▸ Problem to work on
Where does the word "LANE" appear in the data? Copy every line that holds it.

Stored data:
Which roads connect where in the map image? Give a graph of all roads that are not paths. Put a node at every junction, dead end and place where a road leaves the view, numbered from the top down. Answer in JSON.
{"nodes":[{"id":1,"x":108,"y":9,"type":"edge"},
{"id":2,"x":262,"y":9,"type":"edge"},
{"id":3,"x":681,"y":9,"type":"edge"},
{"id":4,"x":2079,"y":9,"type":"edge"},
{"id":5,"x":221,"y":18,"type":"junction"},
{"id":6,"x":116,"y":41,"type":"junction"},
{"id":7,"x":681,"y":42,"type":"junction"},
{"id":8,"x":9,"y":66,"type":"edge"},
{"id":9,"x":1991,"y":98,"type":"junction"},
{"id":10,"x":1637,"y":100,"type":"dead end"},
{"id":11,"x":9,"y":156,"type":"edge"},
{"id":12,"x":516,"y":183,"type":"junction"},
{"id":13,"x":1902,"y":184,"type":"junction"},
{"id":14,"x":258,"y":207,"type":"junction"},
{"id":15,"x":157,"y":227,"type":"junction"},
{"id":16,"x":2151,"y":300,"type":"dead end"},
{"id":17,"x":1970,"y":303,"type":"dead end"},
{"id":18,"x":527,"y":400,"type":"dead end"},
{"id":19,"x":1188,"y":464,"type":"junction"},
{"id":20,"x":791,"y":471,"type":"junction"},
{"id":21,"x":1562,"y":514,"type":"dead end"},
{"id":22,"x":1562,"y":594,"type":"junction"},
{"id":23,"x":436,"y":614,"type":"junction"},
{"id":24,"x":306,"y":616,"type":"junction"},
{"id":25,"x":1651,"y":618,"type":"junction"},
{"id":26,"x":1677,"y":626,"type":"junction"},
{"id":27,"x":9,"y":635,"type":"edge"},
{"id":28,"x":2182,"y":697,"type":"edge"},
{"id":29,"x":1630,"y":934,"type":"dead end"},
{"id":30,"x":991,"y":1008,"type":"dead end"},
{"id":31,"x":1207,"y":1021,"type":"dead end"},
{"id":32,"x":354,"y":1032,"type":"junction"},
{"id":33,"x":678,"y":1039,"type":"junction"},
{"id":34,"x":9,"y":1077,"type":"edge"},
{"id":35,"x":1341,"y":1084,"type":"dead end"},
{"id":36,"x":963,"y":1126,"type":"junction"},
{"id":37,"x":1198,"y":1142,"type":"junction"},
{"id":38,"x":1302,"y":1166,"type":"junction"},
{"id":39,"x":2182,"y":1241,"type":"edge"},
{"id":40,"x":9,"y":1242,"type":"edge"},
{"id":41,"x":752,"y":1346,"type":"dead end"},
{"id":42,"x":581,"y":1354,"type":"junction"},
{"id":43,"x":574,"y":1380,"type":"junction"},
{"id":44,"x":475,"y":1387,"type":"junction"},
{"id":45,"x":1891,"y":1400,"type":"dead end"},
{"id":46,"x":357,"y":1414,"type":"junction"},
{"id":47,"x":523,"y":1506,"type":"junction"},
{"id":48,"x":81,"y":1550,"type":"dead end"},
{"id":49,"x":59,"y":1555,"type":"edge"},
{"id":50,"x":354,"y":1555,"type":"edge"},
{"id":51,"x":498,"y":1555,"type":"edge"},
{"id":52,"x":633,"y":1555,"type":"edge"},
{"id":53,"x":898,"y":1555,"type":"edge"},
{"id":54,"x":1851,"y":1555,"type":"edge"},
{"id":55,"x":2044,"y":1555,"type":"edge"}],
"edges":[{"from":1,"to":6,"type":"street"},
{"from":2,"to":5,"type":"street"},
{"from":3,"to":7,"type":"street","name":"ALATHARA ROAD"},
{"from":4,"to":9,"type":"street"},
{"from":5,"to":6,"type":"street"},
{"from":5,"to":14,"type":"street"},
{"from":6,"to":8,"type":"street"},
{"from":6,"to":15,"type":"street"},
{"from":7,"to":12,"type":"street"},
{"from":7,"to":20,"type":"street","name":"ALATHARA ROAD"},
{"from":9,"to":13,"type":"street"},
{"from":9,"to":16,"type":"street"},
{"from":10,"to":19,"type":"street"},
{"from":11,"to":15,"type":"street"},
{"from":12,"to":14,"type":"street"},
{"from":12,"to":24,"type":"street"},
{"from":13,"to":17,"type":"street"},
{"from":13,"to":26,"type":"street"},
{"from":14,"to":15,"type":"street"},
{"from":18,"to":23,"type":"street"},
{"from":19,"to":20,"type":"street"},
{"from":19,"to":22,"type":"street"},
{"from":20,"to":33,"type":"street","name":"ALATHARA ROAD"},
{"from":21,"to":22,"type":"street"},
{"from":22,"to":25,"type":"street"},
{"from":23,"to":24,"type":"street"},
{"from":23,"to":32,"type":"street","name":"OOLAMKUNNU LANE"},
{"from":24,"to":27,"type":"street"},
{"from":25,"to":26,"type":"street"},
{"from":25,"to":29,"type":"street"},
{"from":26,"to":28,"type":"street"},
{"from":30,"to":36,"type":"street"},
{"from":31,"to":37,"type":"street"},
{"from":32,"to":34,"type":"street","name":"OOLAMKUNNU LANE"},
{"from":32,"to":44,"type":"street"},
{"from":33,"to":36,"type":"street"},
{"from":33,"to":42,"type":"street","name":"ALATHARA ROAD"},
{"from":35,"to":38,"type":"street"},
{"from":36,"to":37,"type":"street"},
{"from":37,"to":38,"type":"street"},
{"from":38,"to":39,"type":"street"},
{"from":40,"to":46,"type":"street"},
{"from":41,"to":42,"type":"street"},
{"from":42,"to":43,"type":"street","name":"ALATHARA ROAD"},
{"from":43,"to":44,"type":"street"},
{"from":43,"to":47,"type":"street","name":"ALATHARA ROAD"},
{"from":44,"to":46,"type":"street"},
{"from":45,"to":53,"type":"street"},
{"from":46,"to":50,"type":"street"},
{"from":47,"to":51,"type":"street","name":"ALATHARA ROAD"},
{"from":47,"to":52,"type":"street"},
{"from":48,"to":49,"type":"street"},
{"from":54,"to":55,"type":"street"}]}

▸ Exercise output
{"from":23,"to":32,"type":"street","name":"OOLAMKUNNU LANE"},
{"from":32,"to":34,"type":"street","name":"OOLAMKUNNU LANE"},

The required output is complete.